The researcher who three decades ago published groundbreaking findings that helped establish a genetic link to addiction offered a National Conference on Addiction Disorders (NCAD) East audience a dose of optimism about genetic testing's potential to generate personalized approaches to substance use treatment.
“Can you alter the environment enough to change gene expression? We think you can,” said Kenneth Blum, PhD, chief scientific officer of Austin, Texas-based Geneus Health. Geneus is heading the marketing of the Genetic Addiction Risk Score (GARS) test, a composite assessment of the presence of gene variants shown to be associated with risk for addiction to specific substances and engagement in other risk behaviors.
Use of the simple GARS cheek swab test, which is not yet covered by insurance plans, has been somewhat slow to gain momentum among addiction treatment centers, though some early adopters have said the knowledge gathered from it can help patients gain insight into their illness and identify tailored treatment strategies. Others see a test such as this as having applications ranging from alerting pain physicians to the potential for opioid dependence to signaling to parents that a specific prevention approach might be ideal for their children.
Although Blum has been at the center of landmark findings in genetics, he does not at all diminish the equally important role environmental factors play in the course of addiction and in its treatment. His co-presenter for the Aug. 15 afternoon plenary session at the Baltimore conference, Florida treatment professional Lyle Fried, reinforced the interrelationship of genes and environment when he said, “Genetics loads the gun and life pulls the trigger.”
Fried said he first learned of Blum's work at a past NCAD meeting in St. Louis and helped put GARS into practice at the now-closed The Shores Treatment & Recovery in Port St. Lucie, Fla. Fried now works in professional relations at Transformations Treatment Center in Delray Beach, where leaders have been exploring use of the test as a way to help military veterans and first responders gain insight into their behavioral health issues.
For treatment center leaders who would ask why a facility would want or need to offer a genetic test to someone who is already enrolled in its treatment program, Fried said the results could confirm findings from assessments and point toward viable clinical strategies. Personalized nutritional supplements are one of the prominent components of treatment approaches derived from findings in genetic testing.
Role of dopamine
Blum added a touch of humor to heavy science in explaining the role of dopamine, which he called “a culprit in all addictive behaviors.” (His affinity for dopamine's importance even led him to write a song about the neurotransmitter.) In the mid-1990s he introduced to the field the term “reward deficiency syndrome” to describe a relative failure of the dopaminergic system, which plays a major part in brain reward mechanisms.

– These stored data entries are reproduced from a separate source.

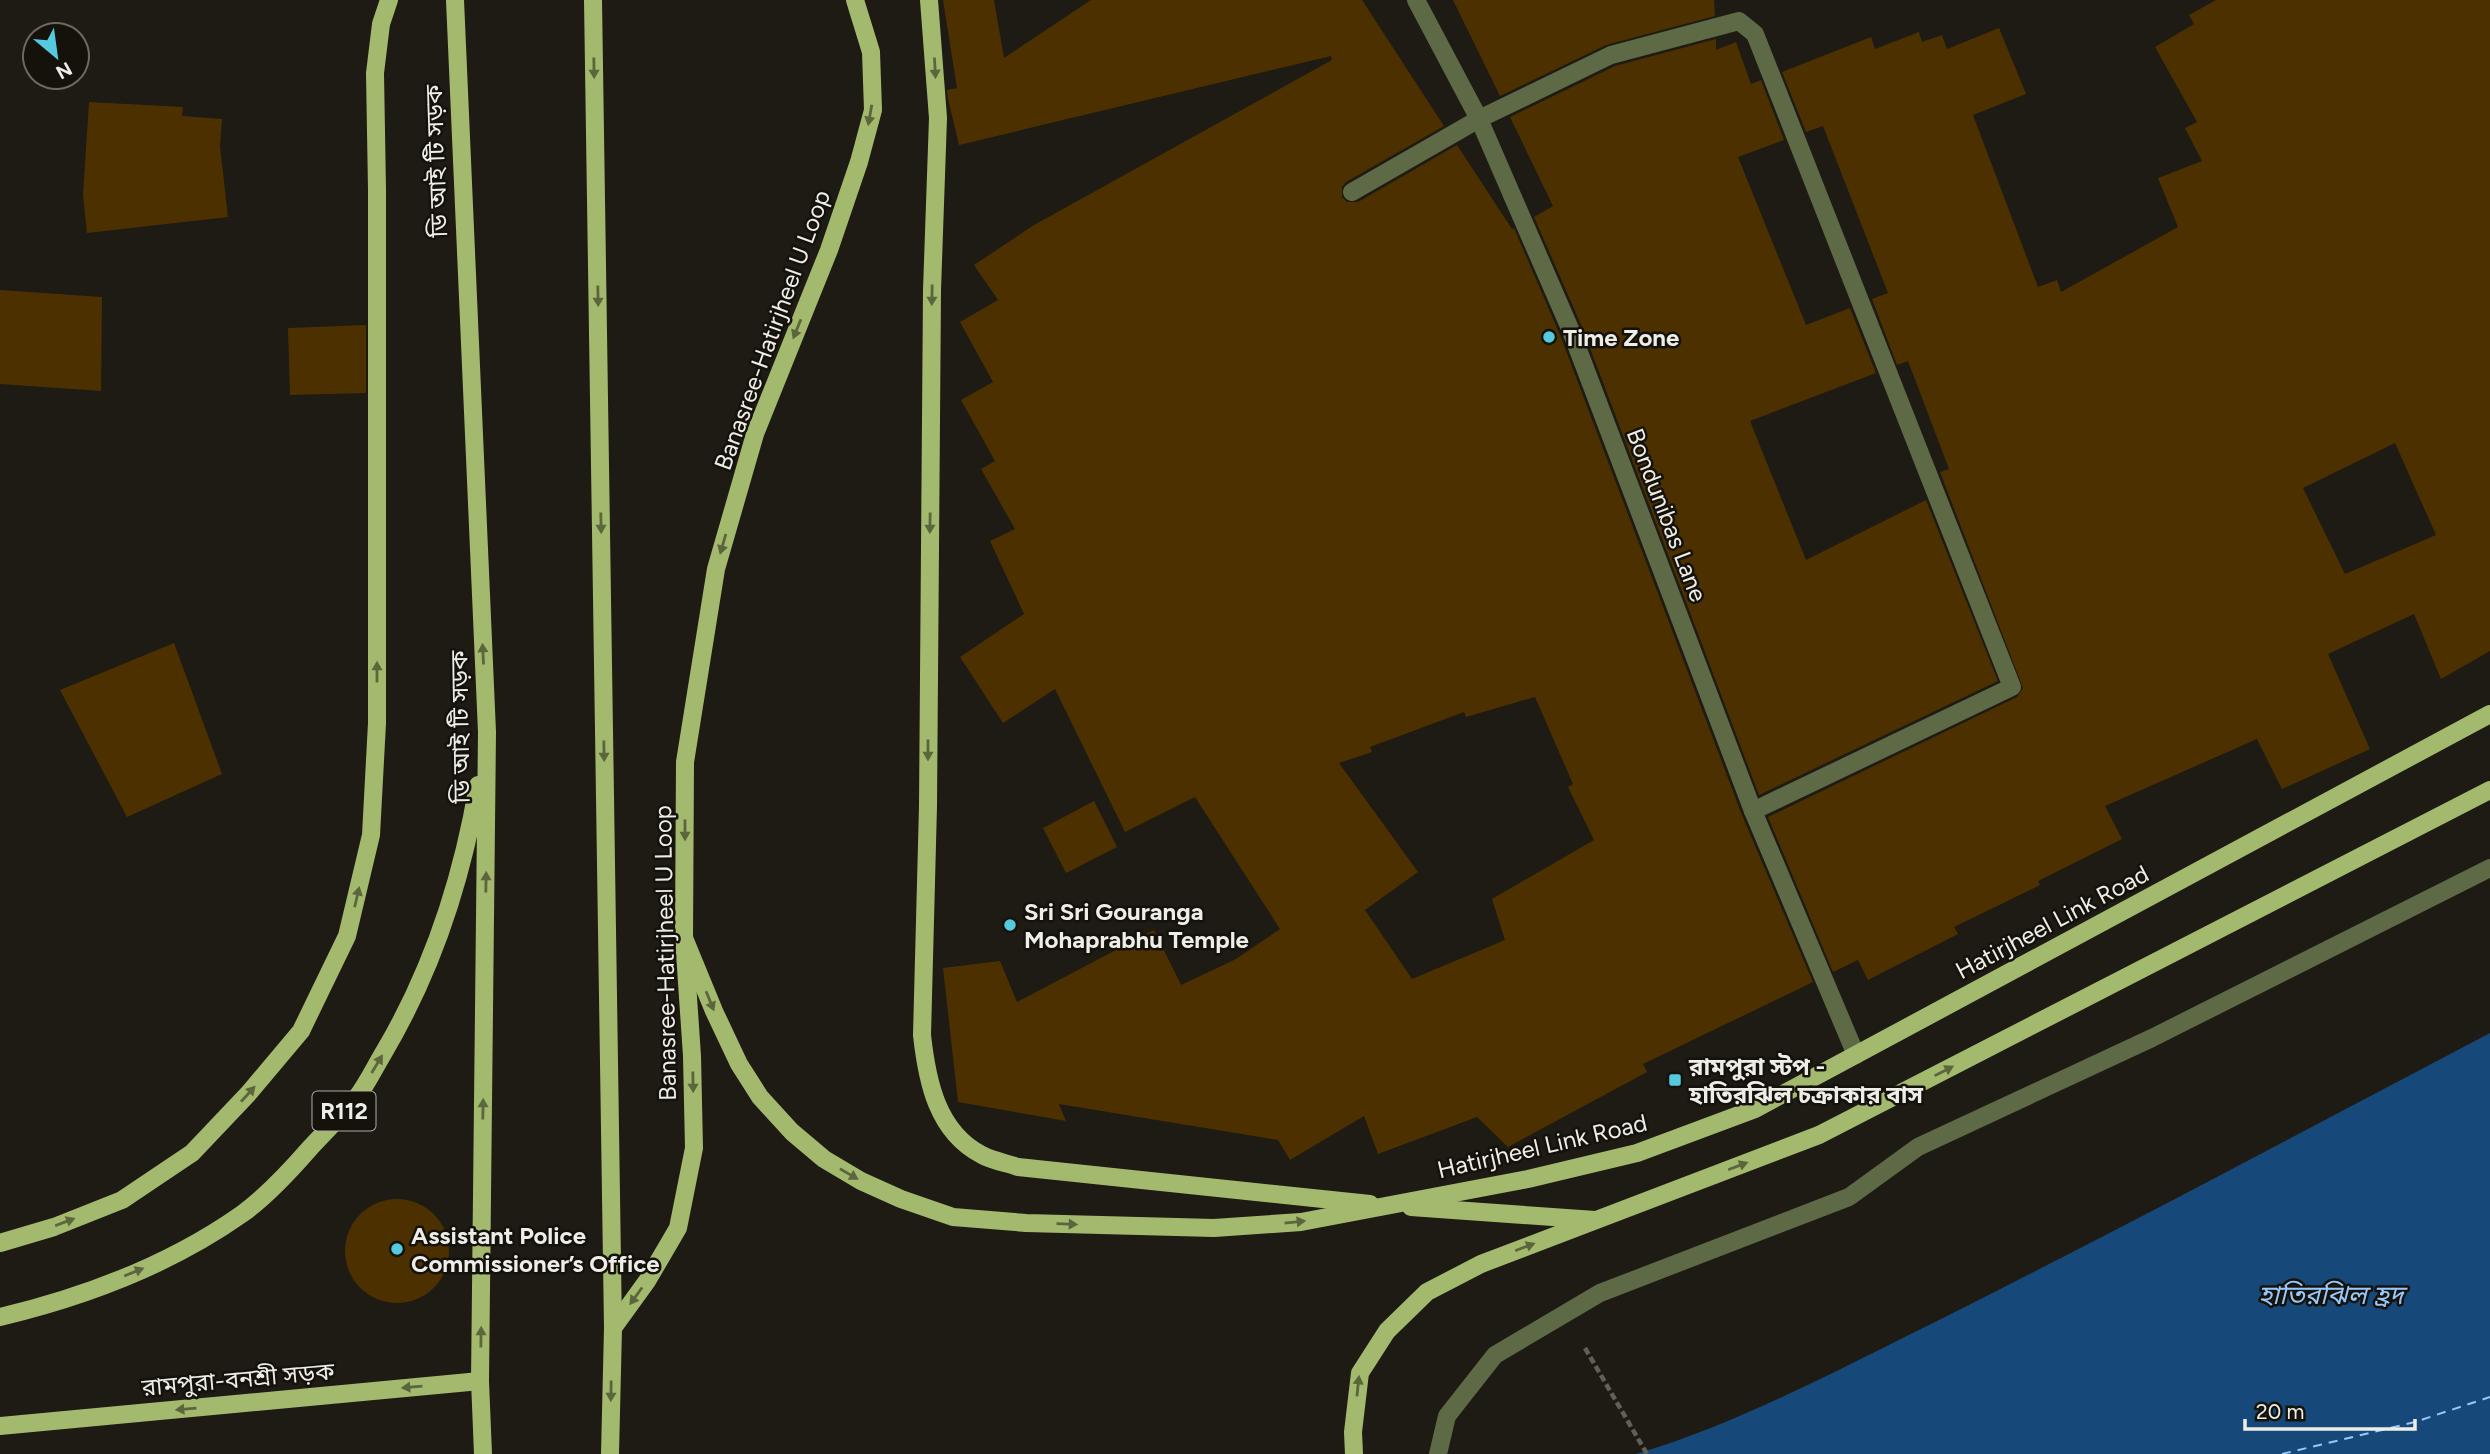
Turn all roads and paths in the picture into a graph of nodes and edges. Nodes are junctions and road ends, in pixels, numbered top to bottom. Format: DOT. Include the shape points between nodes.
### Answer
graph roads {
  1 [pos="389,0"];
  2 [pos="455,0"];
  3 [pos="593,0"];
  4 [pos="855,0"];
  5 [pos="929,0"];
  6 [pos="1416,0"];
  7 [pos="1479,119"];
  8 [pos="1352,192"];
  9 [pos="2490,714"];
  10 [pos="487,732"];
  11 [pos="2490,790"];
  12 [pos="1753,811"];
  13 [pos="2490,868"];
  14 [pos="684,938"];
  15 [pos="1856,1055"];
  16 [pos="1388,1206"];
  17 [pos="1595,1220"];
  18 [pos="0,1243"];
  19 [pos="1565,1314"];
  20 [pos="0,1317"];
  21 [pos="613,1328"];
  22 [pos="480,1381"];
  23 [pos="0,1426"];
  24 [pos="483,1454"];
  25 [pos="610,1454"];
  26 [pos="1353,1454"];
  27 [pos="1438,1454"];
  28 [pos="1647,1454"];
  18 -- 1 [label="main road, one-way" via="122,1200 192,1153 301,1031 348,936 371,835 377,723 375,73"];
  10 -- 2 [label="main road, ডি আই টি সড়ক, one-way"];
  3 -- 21 [label="main road, one-way"];
  4 -- 14 [label="main road, Banasree-Hatirjheel U Loop, one-way" via="871,52 873,110 829,250 755,434 716,569 685,762"];
  5 -- 16 [label="main road, one-way" via="938,118 922,1035 926,1071 937,1106 954,1135 982,1155 1018,1167"];
  6 -- 7 [label="street, Bondunibas Lane"];
  7 -- 8 [label="street"];
  7 -- 12 [label="street, Bondunibas Lane" via="1571,331"];
  7 -- 12 [label="street" via="1611,55 1739,21 1755,34 2012,687"];
  9 -- 15 [label="main road, Hatirjheel Link Road"];
  20 -- 10 [label="main road, R112, one-way" via="54,1304 154,1264 206,1237 253,1204 358,1096 408,1011 446,918 468,844"];
  22 -- 10 [label="main road, ডি আই টি সড়ক, one-way"];
  17 -- 11 [label="main road, one-way" via="1819,1135"];
  12 -- 15 [label="street, Bondunibas Lane"];
  13 -- 19 [label="street" via="2152,1038 1918,1147 1849,1197 1600,1293"];
  14 -- 16 [label="main road, Hatirjheel Link Road, one-way" via="739,1064 760,1097 824,1160 901,1199 953,1217 1214,1228 1301,1222"];
  14 -- 21 [label="main road, Banasree-Hatirjheel U Loop, one-way" via="694,1148 678,1228"];
  15 -- 16 [label="main road, Hatirjheel Link Road" via="1755,1109 1637,1153"];
  16 -- 17 [label="main road"];
  26 -- 17 [label="main road, one-way" via="1360,1373 1387,1331 1427,1292 1481,1264"];
  19 -- 27 [label="street" via="1495,1354 1447,1416"];
  19 -- 28 [label="path"];
  21 -- 25 [label="main road, one-way"];
  22 -- 23 [label="main road, রামপুরা-বনশ্রী সড়ক, one-way"];
  22 -- 24 [label="main road, ডি আই টি সড়ক"];
}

Blum in the 1990s published groundbreaking research that identified a variant in the dopamine D2 receptor gene (the A1 allele) that more than one-third of the U.S. population carries. Those numbers are substantially higher for subgroups such as African-Americans (50%) and Native Americans (85%). With the presence of that allele, “You have 40% fewer dopamine receptors in the brain,” Blum said.
GARS tests for risk alleles on 10 genes in all, including the D2 gene, offering a total risk score ranging from a low of 1 to a high of 22. Fried said that in his work he has seen scores of anywhere from 3 to 10. But, he added, it is particularly useful that the test spells out substance-specific risk as well as risk for other potentially problematic behaviors such as gambling and adventure seeking.
Blum expressed hope that genetic testing could lead to treatment strategies more lasting than, for example, using an opioid (e.g., buprenorphine) to treat opioid addiction. He characterized those approaches more as a tool to get someone going on the path to recovery. Through use of prevention and lifestyle intervention approaches, the bigger-picture question issue becomes, “Can we do something to bring about dopamine homeostasis?” he said.